▶ **Exercise aim**: Which lines in the entries below contain the string "Jebat"? Show each of them in full.

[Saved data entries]
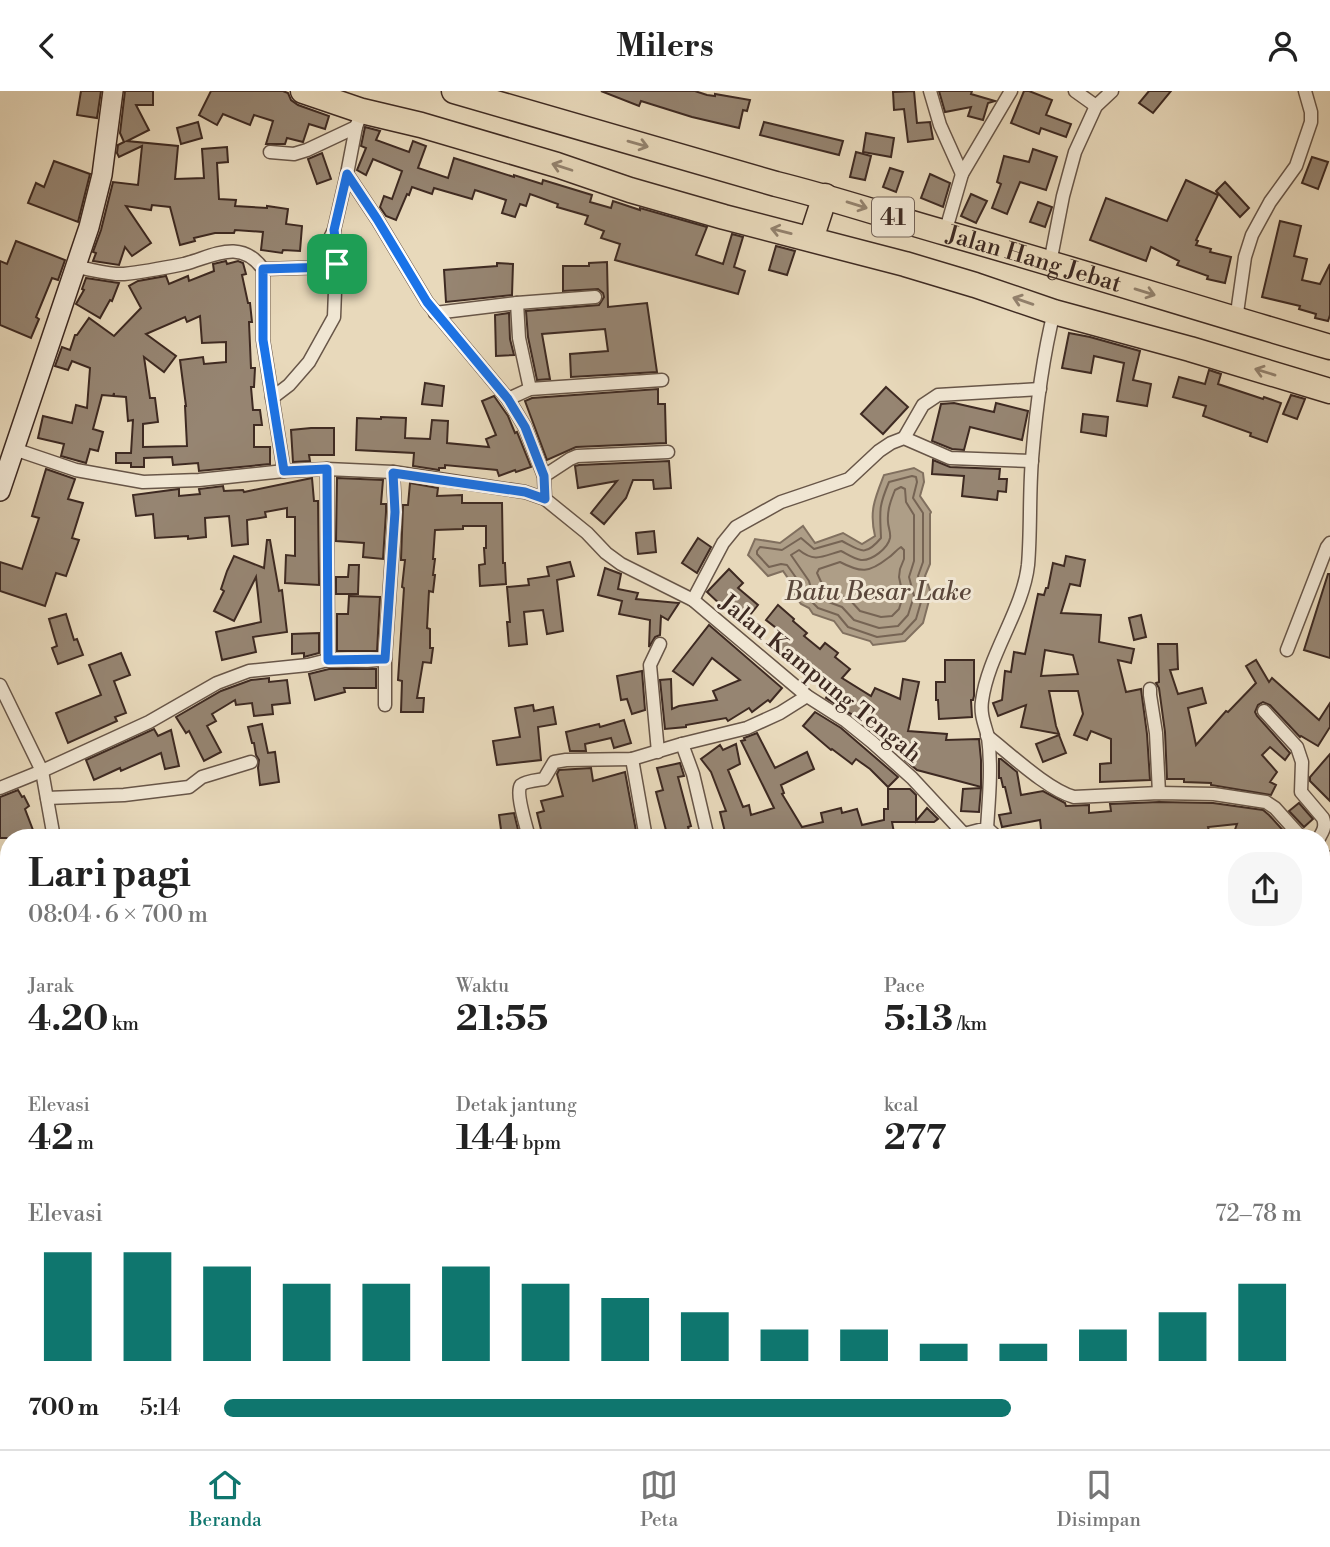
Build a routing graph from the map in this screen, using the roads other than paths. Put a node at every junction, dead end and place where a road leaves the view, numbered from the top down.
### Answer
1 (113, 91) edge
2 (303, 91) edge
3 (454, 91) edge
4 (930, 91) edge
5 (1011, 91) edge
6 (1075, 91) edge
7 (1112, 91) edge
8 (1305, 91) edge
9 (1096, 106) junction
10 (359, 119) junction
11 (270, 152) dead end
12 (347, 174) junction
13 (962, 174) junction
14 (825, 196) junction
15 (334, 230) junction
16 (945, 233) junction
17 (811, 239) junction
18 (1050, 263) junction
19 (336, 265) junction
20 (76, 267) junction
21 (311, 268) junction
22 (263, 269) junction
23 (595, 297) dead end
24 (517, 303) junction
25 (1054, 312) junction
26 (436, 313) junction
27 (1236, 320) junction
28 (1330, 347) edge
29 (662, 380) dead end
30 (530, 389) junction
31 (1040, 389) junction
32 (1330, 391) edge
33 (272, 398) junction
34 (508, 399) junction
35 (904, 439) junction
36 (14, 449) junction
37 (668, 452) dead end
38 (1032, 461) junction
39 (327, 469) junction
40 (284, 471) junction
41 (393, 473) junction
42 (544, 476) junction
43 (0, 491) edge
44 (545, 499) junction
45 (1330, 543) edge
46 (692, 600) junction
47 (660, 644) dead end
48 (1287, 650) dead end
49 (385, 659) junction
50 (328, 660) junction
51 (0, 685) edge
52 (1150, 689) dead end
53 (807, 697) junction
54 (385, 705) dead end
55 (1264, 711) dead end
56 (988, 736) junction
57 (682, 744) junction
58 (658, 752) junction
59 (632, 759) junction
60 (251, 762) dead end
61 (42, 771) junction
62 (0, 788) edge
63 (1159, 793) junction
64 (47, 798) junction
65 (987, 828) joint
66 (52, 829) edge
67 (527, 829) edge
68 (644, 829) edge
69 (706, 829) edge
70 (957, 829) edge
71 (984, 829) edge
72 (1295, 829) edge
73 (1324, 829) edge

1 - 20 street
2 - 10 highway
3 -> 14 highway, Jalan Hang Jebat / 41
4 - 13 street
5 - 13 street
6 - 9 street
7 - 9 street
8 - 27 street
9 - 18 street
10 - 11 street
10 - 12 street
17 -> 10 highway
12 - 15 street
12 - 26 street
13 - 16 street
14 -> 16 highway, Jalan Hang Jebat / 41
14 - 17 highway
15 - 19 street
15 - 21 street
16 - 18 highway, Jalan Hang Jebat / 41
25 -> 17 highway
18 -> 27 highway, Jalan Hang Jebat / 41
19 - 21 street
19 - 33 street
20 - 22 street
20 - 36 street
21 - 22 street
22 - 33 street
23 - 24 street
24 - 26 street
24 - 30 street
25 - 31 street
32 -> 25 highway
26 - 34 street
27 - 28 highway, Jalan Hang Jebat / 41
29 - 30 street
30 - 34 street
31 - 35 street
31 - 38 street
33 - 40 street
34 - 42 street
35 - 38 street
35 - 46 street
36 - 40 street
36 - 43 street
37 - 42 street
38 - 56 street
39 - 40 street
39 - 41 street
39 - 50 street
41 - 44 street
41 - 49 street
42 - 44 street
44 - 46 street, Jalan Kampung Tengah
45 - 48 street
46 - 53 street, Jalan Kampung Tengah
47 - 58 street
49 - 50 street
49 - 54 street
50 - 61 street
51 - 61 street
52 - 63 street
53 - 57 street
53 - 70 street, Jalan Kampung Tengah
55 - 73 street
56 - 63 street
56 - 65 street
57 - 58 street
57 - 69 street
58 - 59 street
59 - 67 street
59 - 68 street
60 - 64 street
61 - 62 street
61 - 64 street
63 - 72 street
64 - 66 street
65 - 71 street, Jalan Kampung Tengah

▶ **The completed task**:
3 -> 14 highway, Jalan Hang Jebat / 41
14 -> 16 highway, Jalan Hang Jebat / 41
16 - 18 highway, Jalan Hang Jebat / 41
18 -> 27 highway, Jalan Hang Jebat / 41
27 - 28 highway, Jalan Hang Jebat / 41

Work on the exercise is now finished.